- TASK OBJECTIVE:
In the copy of these records, include no pictures and change nothing else.

- EXCERPTED DATA:
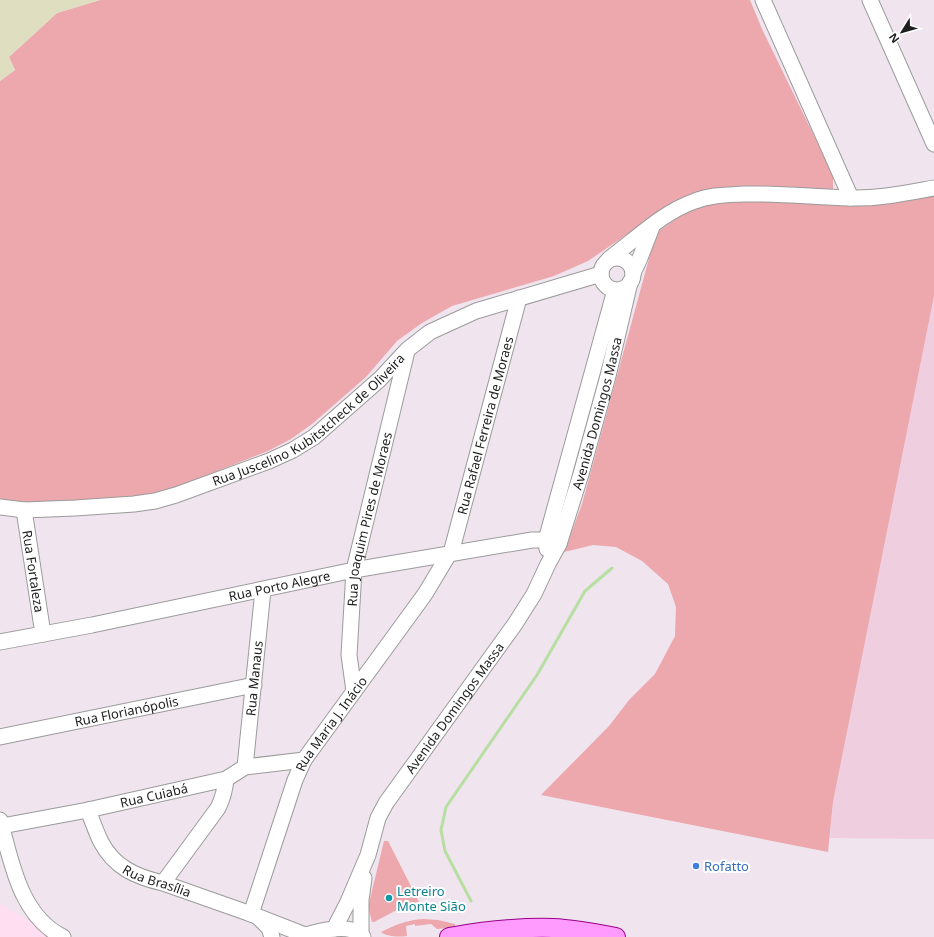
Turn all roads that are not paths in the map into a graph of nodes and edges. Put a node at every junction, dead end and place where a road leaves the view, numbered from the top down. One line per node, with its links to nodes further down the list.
1 (762, 0): 5 (street)
2 (870, 0): 3 (street)
3 (934, 144)
4 (934, 188): 5 (street)
5 (851, 198): 6 (street)
6 (652, 226): 7 (street); 9 (street, Avenida Domingos Massa)
7 (610, 259): 8 (street); 9 (street)
8 (601, 274): 10 (street); 11 (street, Rua Juscelino Kubitstcheck de Oliveira)
9 (631, 278): 10 (street); 15 (street, Avenida Domingos Massa)
10 (616, 290): 15 (street, Avenida Domingos Massa)
11 (519, 298): 12 (street, Rua Juscelino Kubitstcheck de Oliveira); 16 (street, Rua Rafael Ferreira de Moraes)
12 (407, 350): 14 (street, Rua Juscelino Kubitstcheck de Oliveira); 17 (street, Rua Joaquim Pires de Moraes)
13 (0, 507): 14 (street, Rua Juscelino Kubitstcheck de Oliveira)
14 (24, 510): 19 (street, Rua Fortaleza)
15 (553, 542): 16 (street, Rua Porto Alegre); 30 (street, Avenida Domingos Massa)
16 (450, 554): 17 (street, Rua Porto Alegre); 22 (street, Rua Maria J. Inácio)
17 (354, 570): 18 (street, Rua Porto Alegre); 22 (street, Rua Joaquim Pires de Moraes)
18 (263, 590): 19 (street, Rua Porto Alegre); 21 (street, Rua Manaus)
19 (44, 634): 20 (street, Rua Porto Alegre)
20 (0, 642)
21 (254, 685): 23 (street, Rua Florianópolis); 25 (street, Rua Manaus)
22 (354, 691): 24 (street, Rua Maria J. Inácio)
23 (0, 737)
24 (304, 760): 25 (street, Rua Cuiabá); 32 (street, Rua Maria J. Inácio)
25 (245, 767): 26 (street, Rua Cuiabá)
26 (226, 779): 27 (street, Rua Cuiabá); 31 (street)
27 (88, 810): 28 (street, Rua Cuiabá); 31 (street, Rua Brasília)
28 (1, 823): 29 (street)
29 (3, 849): 36 (street)
30 (368, 855): 33 (street, Avenida Domingos Massa); 34 (street, Avenida Domingos Massa)
31 (162, 883): 32 (street, Rua Brasília)
32 (254, 915): 35 (street, Rua Brasília); 37 (street)
33 (334, 929): 34 (street); 35 (street)
34 (362, 935)
35 (302, 936)
36 (63, 937)
37 (272, 937)
38 (449, 937): 39 (main road)
39 (616, 937)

- TASK RESPONSE:
Turn all roads that are not paths in the map into a graph of nodes and edges. Put a node at every junction, dead end and place where a road leaves the view, numbered from the top down. One line per node, with its links to nodes further down the list.
1 (762, 0): 5 (street)
2 (870, 0): 3 (street)
3 (934, 144)
4 (934, 188): 5 (street)
5 (851, 198): 6 (street)
6 (652, 226): 7 (street); 9 (street, Avenida Domingos Massa)
7 (610, 259): 8 (street); 9 (street)
8 (601, 274): 10 (street); 11 (street, Rua Juscelino Kubitstcheck de Oliveira)
9 (631, 278): 10 (street); 15 (street, Avenida Domingos Massa)
10 (616, 290): 15 (street, Avenida Domingos Massa)
11 (519, 298): 12 (street, Rua Juscelino Kubitstcheck de Oliveira); 16 (street, Rua Rafael Ferreira de Moraes)
12 (407, 350): 14 (street, Rua Juscelino Kubitstcheck de Oliveira); 17 (street, Rua Joaquim Pires de Moraes)
13 (0, 507): 14 (street, Rua Juscelino Kubitstcheck de Oliveira)
14 (24, 510): 19 (street, Rua Fortaleza)
15 (553, 542): 16 (street, Rua Porto Alegre); 30 (street, Avenida Domingos Massa)
16 (450, 554): 17 (street, Rua Porto Alegre); 22 (street, Rua Maria J. Inácio)
17 (354, 570): 18 (street, Rua Porto Alegre); 22 (street, Rua Joaquim Pires de Moraes)
18 (263, 590): 19 (street, Rua Porto Alegre); 21 (street, Rua Manaus)
19 (44, 634): 20 (street, Rua Porto Alegre)
20 (0, 642)
21 (254, 685): 23 (street, Rua Florianópolis); 25 (street, Rua Manaus)
22 (354, 691): 24 (street, Rua Maria J. Inácio)
23 (0, 737)
24 (304, 760): 25 (street, Rua Cuiabá); 32 (street, Rua Maria J. Inácio)
25 (245, 767): 26 (street, Rua Cuiabá)
26 (226, 779): 27 (street, Rua Cuiabá); 31 (street)
27 (88, 810): 28 (street, Rua Cuiabá); 31 (street, Rua Brasília)
28 (1, 823): 29 (street)
29 (3, 849): 36 (street)
30 (368, 855): 33 (street, Avenida Domingos Massa); 34 (street, Avenida Domingos Massa)
31 (162, 883): 32 (street, Rua Brasília)
32 (254, 915): 35 (street, Rua Brasília); 37 (street)
33 (334, 929): 34 (street); 35 (street)
34 (362, 935)
35 (302, 936)
36 (63, 937)
37 (272, 937)
38 (449, 937): 39 (main road)
39 (616, 937)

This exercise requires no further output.